Collected data entries:
○ ○ ○ ○

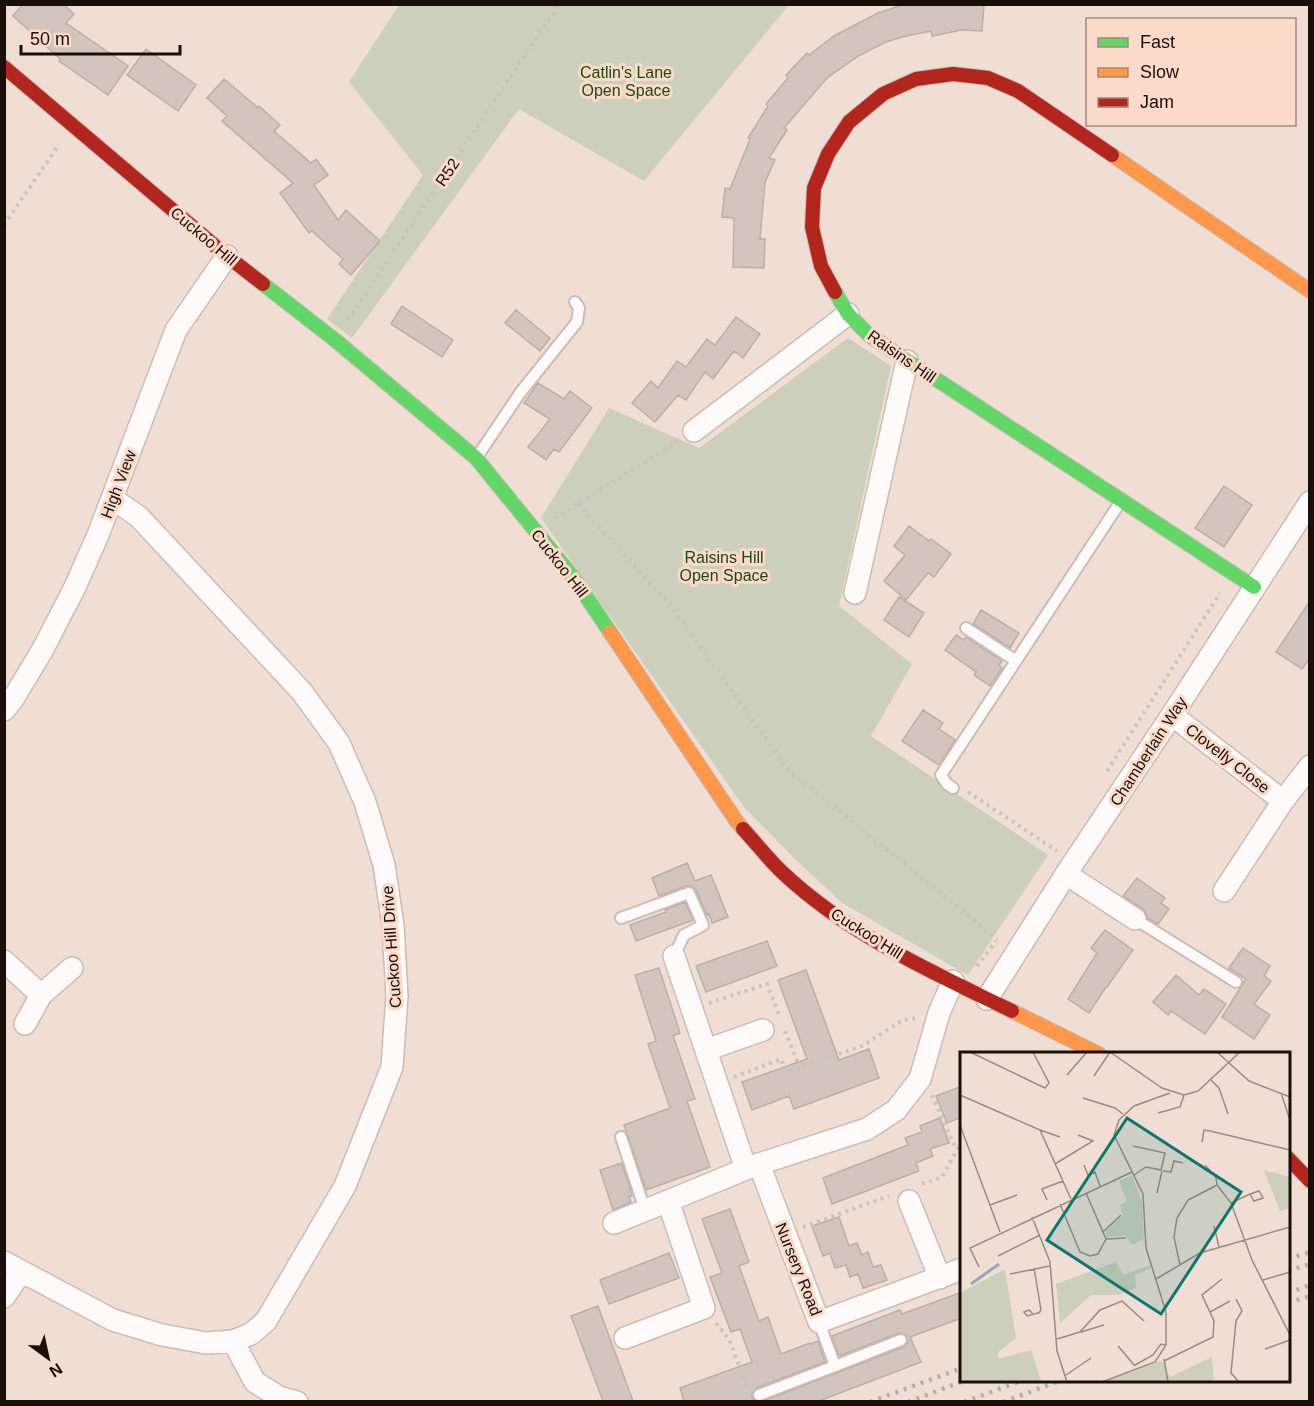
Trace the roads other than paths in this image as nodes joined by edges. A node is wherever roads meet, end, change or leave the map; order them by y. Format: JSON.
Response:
{"nodes":[{"id":1,"x":4,"y":67,"type":"edge"},
{"id":2,"x":227,"y":256,"type":"junction"},
{"id":3,"x":1310,"y":291,"type":"edge"},
{"id":4,"x":575,"y":302,"type":"dead end"},
{"id":5,"x":848,"y":314,"type":"junction"},
{"id":6,"x":907,"y":361,"type":"junction"},
{"id":7,"x":694,"y":431,"type":"road end"},
{"id":8,"x":476,"y":458,"type":"junction"},
{"id":9,"x":112,"y":500,"type":"junction"},
{"id":10,"x":1121,"y":500,"type":"junction"},
{"id":11,"x":1310,"y":502,"type":"edge"},
{"id":12,"x":1254,"y":587,"type":"junction"},
{"id":13,"x":855,"y":593,"type":"dead end"},
{"id":14,"x":966,"y":628,"type":"dead end"},
{"id":15,"x":1016,"y":661,"type":"junction"},
{"id":16,"x":4,"y":710,"type":"edge"},
{"id":17,"x":1172,"y":715,"type":"junction"},
{"id":18,"x":1310,"y":766,"type":"edge"},
{"id":19,"x":953,"y":788,"type":"road end"},
{"id":20,"x":1283,"y":801,"type":"junction"},
{"id":21,"x":1070,"y":868,"type":"junction"},
{"id":22,"x":1224,"y":891,"type":"dead end"},
{"id":23,"x":621,"y":918,"type":"dead end"},
{"id":24,"x":1135,"y":920,"type":"joint"},
{"id":25,"x":674,"y":956,"type":"joint"},
{"id":26,"x":4,"y":961,"type":"edge"},
{"id":27,"x":72,"y":968,"type":"dead end"},
{"id":28,"x":1236,"y":982,"type":"dead end"},
{"id":29,"x":957,"y":983,"type":"junction"},
{"id":30,"x":41,"y":995,"type":"junction"},
{"id":31,"x":987,"y":999,"type":"junction"},
{"id":32,"x":25,"y":1024,"type":"dead end"},
{"id":33,"x":763,"y":1030,"type":"dead end"},
{"id":34,"x":706,"y":1050,"type":"junction"},
{"id":35,"x":1097,"y":1052,"type":"edge"},
{"id":36,"x":621,"y":1137,"type":"dead end"},
{"id":37,"x":1293,"y":1162,"type":"edge"},
{"id":38,"x":752,"y":1167,"type":"junction"},
{"id":39,"x":1310,"y":1181,"type":"edge"},
{"id":40,"x":907,"y":1194,"type":"road end"},
{"id":41,"x":668,"y":1201,"type":"junction"},
{"id":42,"x":645,"y":1210,"type":"junction"},
{"id":43,"x":614,"y":1223,"type":"dead end"},
{"id":44,"x":13,"y":1267,"type":"edge"},
{"id":45,"x":960,"y":1270,"type":"edge"},
{"id":46,"x":940,"y":1278,"type":"junction"},
{"id":47,"x":4,"y":1297,"type":"edge"},
{"id":48,"x":819,"y":1322,"type":"junction"},
{"id":49,"x":625,"y":1338,"type":"dead end"},
{"id":50,"x":901,"y":1340,"type":"dead end"},
{"id":51,"x":233,"y":1341,"type":"junction"},
{"id":52,"x":836,"y":1366,"type":"junction"},
{"id":53,"x":759,"y":1395,"type":"road end"},
{"id":54,"x":297,"y":1401,"type":"edge"}],
"edges":[{"from":1,"to":2,"type":"main road","name":"Cuckoo Hill"},
{"from":2,"to":8,"type":"main road","name":"Cuckoo Hill"},
{"from":2,"to":9,"type":"street","name":"High View"},
{"from":3,"to":5,"type":"main road","name":"Raisins Hill"},
{"from":4,"to":8,"type":"lane"},
{"from":5,"to":6,"type":"main road","name":"Raisins Hill"},
{"from":5,"to":7,"type":"street"},
{"from":6,"to":10,"type":"main road","name":"Raisins Hill"},
{"from":6,"to":13,"type":"street"},
{"from":8,"to":29,"type":"main road","name":"Cuckoo Hill"},
{"from":9,"to":16,"type":"street","name":"High View"},
{"from":9,"to":51,"type":"street","name":"Cuckoo Hill Drive"},
{"from":10,"to":12,"type":"main road","name":"Raisins Hill"},
{"from":10,"to":15,"type":"lane"},
{"from":11,"to":12,"type":"street","name":"Chamberlain Way"},
{"from":12,"to":17,"type":"street","name":"Chamberlain Way"},
{"from":14,"to":15,"type":"lane"},
{"from":15,"to":19,"type":"lane"},
{"from":17,"to":20,"type":"street","name":"Clovelly Close"},
{"from":17,"to":21,"type":"street","name":"Chamberlain Way"},
{"from":18,"to":20,"type":"street","name":"Clovelly Close"},
{"from":20,"to":22,"type":"street","name":"Clovelly Close"},
{"from":21,"to":24,"type":"street"},
{"from":21,"to":31,"type":"street","name":"Chamberlain Way"},
{"from":23,"to":25,"type":"lane"},
{"from":24,"to":28,"type":"lane"},
{"from":25,"to":34,"type":"street","name":"Nursery Road"},
{"from":26,"to":30,"type":"street"},
{"from":27,"to":30,"type":"street"},
{"from":29,"to":31,"type":"main road","name":"Cuckoo Hill"},
{"from":29,"to":38,"type":"street"},
{"from":30,"to":32,"type":"street"},
{"from":31,"to":35,"type":"main road","name":"Cuckoo Hill"},
{"from":33,"to":34,"type":"street"},
{"from":34,"to":38,"type":"street","name":"Nursery Road"},
{"from":36,"to":42,"type":"lane"},
{"from":37,"to":39,"type":"main road"},
{"from":38,"to":41,"type":"street"},
{"from":38,"to":48,"type":"street","name":"Nursery Road"},
{"from":40,"to":46,"type":"street"},
{"from":41,"to":42,"type":"street"},
{"from":41,"to":49,"type":"street"},
{"from":42,"to":43,"type":"street"},
{"from":44,"to":47,"type":"street"},
{"from":44,"to":51,"type":"street","name":"Cuckoo Hill Drive"},
{"from":45,"to":46,"type":"street","name":"Nursery Road"},
{"from":46,"to":48,"type":"street","name":"Nursery Road"},
{"from":48,"to":52,"type":"lane"},
{"from":50,"to":52,"type":"lane"},
{"from":51,"to":54,"type":"street"},
{"from":52,"to":53,"type":"lane"}]}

○ ○ ○ ○

PROBLEM:
Each line above that contains "Cuckoo" must be copied out.

SOLUTION BELOW:
"edges":[{"from":1,"to":2,"type":"main road","name":"Cuckoo Hill"},
{"from":2,"to":8,"type":"main road","name":"Cuckoo Hill"},
{"from":8,"to":29,"type":"main road","name":"Cuckoo Hill"},
{"from":9,"to":51,"type":"street","name":"Cuckoo Hill Drive"},
{"from":29,"to":31,"type":"main road","name":"Cuckoo Hill"},
{"from":31,"to":35,"type":"main road","name":"Cuckoo Hill"},
{"from":44,"to":51,"type":"street","name":"Cuckoo Hill Drive"},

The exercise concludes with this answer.